» Dataset records:

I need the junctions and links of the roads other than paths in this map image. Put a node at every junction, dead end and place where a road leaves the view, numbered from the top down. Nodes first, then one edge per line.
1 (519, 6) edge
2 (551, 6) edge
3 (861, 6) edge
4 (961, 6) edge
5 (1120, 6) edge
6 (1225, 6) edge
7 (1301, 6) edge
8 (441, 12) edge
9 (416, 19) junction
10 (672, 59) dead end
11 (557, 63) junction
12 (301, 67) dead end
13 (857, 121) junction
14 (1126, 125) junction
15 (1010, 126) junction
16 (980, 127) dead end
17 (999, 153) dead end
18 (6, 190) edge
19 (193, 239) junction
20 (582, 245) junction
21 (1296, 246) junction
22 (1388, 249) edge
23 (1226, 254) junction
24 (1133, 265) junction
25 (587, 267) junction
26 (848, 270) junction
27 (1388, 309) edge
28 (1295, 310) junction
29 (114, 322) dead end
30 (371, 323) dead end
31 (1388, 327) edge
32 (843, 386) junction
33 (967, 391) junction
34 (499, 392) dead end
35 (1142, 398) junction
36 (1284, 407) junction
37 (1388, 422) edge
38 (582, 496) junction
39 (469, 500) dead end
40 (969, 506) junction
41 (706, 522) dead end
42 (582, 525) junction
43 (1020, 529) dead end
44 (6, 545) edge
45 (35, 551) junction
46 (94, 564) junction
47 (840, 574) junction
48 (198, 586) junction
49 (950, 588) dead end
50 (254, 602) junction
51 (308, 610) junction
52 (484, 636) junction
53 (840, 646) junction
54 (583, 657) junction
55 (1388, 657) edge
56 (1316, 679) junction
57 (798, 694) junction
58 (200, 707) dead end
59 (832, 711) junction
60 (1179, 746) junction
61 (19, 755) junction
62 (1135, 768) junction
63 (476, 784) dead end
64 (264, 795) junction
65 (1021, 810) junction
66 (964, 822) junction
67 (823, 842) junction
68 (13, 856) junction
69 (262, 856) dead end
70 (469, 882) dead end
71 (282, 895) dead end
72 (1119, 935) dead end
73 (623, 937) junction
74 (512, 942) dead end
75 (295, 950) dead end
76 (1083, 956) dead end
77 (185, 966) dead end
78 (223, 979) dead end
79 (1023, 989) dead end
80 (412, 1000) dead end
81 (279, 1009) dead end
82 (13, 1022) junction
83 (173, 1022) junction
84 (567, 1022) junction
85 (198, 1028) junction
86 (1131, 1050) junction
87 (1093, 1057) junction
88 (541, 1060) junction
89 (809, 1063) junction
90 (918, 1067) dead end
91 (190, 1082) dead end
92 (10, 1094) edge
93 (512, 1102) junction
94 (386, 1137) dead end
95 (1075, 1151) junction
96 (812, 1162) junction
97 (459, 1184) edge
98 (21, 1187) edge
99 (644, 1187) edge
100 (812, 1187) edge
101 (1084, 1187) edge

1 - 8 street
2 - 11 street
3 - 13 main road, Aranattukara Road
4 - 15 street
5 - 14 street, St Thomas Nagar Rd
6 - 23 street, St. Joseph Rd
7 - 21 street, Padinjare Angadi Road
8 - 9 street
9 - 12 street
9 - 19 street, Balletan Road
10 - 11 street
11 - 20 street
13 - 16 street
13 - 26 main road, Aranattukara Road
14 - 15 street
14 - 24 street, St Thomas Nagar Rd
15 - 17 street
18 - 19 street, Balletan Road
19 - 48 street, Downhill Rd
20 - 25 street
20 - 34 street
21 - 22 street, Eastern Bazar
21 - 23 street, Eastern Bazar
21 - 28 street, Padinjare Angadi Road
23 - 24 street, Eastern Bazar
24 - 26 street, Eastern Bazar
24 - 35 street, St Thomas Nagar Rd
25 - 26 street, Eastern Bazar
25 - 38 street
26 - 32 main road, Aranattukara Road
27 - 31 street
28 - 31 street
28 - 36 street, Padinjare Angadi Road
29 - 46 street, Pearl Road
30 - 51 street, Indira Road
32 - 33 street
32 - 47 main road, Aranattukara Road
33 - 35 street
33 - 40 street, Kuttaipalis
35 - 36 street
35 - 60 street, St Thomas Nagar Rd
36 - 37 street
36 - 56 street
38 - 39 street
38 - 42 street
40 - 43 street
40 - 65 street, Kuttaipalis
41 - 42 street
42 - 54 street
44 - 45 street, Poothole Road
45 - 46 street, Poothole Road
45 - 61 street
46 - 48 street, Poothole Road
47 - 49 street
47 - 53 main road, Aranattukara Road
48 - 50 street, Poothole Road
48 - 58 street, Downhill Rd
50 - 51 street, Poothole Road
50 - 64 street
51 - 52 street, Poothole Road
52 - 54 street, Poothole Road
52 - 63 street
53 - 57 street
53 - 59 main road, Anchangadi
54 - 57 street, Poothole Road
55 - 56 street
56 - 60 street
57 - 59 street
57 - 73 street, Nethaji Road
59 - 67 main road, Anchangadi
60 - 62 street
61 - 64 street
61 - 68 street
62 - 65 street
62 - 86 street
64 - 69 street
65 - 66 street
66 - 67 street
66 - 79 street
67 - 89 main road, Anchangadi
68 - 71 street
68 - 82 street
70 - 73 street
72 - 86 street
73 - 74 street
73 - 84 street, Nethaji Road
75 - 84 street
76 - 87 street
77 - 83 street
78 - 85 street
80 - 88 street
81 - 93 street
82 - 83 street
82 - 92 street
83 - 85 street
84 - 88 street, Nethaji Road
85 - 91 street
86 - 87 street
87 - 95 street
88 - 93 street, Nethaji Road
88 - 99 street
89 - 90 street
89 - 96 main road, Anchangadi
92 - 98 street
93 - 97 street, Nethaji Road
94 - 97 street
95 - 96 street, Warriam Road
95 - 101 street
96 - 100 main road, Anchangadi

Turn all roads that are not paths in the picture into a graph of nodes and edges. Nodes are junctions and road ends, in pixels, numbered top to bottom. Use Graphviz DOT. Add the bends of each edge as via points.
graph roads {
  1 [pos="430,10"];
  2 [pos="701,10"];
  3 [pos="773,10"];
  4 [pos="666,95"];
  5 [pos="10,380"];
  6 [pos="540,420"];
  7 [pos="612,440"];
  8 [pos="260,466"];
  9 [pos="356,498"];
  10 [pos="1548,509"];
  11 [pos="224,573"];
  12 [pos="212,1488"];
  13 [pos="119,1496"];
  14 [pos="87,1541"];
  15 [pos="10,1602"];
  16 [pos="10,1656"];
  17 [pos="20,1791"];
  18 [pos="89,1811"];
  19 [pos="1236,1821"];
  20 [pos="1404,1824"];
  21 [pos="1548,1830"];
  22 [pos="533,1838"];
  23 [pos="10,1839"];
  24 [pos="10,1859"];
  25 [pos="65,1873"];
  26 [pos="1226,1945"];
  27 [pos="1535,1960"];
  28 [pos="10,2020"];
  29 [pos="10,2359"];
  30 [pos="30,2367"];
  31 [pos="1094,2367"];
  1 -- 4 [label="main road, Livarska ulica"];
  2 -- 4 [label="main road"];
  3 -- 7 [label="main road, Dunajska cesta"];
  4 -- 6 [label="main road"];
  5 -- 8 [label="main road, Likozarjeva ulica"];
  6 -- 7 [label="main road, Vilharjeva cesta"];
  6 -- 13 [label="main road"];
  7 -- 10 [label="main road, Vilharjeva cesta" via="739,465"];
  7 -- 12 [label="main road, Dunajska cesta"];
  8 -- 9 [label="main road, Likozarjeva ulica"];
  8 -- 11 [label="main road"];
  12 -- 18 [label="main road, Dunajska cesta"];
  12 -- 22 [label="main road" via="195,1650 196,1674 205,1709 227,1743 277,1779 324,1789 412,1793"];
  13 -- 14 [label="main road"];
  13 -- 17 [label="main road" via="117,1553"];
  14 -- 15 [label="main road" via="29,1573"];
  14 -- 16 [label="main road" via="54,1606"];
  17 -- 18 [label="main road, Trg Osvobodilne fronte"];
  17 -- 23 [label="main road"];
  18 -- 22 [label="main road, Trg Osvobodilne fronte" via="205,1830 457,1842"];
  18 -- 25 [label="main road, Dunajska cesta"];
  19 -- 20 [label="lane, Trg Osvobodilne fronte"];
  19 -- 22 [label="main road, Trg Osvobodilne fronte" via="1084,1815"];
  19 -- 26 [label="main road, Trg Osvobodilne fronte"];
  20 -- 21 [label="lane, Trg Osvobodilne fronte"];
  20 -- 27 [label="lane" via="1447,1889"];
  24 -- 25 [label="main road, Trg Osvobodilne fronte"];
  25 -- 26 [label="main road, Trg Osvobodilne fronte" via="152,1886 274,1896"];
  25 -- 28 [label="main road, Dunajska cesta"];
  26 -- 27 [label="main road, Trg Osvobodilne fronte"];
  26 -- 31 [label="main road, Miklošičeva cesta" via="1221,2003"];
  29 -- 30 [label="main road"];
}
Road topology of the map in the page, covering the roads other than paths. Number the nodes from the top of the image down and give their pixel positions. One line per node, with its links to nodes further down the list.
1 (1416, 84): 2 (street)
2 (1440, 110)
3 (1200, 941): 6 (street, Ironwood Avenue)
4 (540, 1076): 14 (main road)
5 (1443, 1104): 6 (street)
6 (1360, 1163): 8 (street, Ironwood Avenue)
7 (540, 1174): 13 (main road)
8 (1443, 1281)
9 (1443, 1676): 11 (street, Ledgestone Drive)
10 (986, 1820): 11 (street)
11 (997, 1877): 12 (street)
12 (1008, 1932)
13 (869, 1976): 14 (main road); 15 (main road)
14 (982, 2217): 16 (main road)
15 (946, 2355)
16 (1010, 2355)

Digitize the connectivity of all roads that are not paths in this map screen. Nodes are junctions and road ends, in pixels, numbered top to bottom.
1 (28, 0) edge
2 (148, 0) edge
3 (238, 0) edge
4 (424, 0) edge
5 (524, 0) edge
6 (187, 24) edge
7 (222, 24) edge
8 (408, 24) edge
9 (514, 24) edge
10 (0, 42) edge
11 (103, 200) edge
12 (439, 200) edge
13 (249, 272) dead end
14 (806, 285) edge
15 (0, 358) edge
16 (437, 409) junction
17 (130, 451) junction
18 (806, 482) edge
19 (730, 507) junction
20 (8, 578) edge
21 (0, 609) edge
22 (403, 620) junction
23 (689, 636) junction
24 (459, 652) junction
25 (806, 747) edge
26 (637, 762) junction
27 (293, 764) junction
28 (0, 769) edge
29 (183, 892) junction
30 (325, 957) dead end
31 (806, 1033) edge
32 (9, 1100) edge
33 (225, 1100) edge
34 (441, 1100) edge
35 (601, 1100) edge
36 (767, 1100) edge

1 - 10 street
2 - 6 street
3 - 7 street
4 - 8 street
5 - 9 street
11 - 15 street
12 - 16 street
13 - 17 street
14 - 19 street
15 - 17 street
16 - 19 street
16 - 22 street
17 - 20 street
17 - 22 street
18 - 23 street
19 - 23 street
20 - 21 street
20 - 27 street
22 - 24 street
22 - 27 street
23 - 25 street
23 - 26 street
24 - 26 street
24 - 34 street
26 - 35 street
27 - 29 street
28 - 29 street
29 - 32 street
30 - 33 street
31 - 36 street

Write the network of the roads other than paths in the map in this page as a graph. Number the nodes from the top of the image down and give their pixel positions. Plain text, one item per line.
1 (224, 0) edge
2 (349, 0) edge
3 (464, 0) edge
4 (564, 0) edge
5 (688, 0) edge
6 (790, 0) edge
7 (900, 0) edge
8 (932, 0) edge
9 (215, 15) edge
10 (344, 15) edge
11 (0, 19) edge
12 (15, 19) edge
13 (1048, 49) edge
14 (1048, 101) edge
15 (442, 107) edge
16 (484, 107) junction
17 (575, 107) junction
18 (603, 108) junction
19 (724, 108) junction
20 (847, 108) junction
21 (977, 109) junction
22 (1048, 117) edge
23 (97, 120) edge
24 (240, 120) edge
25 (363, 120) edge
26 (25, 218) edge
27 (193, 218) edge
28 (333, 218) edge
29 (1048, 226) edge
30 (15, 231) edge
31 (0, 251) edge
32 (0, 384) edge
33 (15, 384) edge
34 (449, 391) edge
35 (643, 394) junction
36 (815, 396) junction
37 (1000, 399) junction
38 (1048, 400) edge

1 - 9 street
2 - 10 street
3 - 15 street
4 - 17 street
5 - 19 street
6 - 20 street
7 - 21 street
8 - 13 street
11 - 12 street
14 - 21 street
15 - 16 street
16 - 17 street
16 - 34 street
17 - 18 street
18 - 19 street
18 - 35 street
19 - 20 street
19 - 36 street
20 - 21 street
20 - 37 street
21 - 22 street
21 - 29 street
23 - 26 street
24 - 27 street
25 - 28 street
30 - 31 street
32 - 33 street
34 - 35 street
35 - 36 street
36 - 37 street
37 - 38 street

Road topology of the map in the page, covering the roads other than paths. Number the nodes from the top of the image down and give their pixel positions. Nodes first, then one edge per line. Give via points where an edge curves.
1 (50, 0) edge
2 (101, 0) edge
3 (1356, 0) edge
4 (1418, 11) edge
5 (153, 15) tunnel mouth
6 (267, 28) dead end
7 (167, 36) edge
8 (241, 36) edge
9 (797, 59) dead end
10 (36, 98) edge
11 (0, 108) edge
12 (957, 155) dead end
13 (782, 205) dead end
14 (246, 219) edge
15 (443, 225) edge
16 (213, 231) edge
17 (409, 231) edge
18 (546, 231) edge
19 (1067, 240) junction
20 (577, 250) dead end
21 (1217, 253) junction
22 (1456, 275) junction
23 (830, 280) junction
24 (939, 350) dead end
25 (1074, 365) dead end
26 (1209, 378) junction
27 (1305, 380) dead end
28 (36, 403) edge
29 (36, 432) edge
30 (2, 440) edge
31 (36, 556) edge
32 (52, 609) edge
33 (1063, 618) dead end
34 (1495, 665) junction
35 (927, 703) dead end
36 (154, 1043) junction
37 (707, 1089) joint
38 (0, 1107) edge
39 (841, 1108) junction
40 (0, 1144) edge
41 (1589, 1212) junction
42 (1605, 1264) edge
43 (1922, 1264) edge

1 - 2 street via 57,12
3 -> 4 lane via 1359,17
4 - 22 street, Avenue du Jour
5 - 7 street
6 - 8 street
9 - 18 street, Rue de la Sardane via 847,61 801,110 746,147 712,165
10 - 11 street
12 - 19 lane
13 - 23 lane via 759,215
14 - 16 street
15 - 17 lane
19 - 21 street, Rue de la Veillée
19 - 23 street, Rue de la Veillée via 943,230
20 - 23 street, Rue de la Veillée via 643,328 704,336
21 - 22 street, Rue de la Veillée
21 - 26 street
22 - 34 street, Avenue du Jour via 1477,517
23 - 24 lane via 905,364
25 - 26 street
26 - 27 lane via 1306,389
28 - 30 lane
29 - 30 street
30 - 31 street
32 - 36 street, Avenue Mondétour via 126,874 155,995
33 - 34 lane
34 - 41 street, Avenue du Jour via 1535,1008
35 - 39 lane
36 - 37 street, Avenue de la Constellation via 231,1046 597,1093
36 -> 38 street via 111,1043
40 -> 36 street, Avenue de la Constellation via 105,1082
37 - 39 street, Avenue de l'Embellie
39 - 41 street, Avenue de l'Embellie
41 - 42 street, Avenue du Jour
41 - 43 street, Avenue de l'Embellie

» Exercise prompt: Go through the records. Copy each line where "ends" appears.

» Your solution:
Turn all roads that are not paths in the picture into a graph of nodes and edges. Nodes are junctions and road ends, in pixels, numbered top to bottom. Use Graphviz DOT. Add the bends of each edge as via points.
Digitize the connectivity of all roads that are not paths in this map screen. Nodes are junctions and road ends, in pixels, numbered top to bottom.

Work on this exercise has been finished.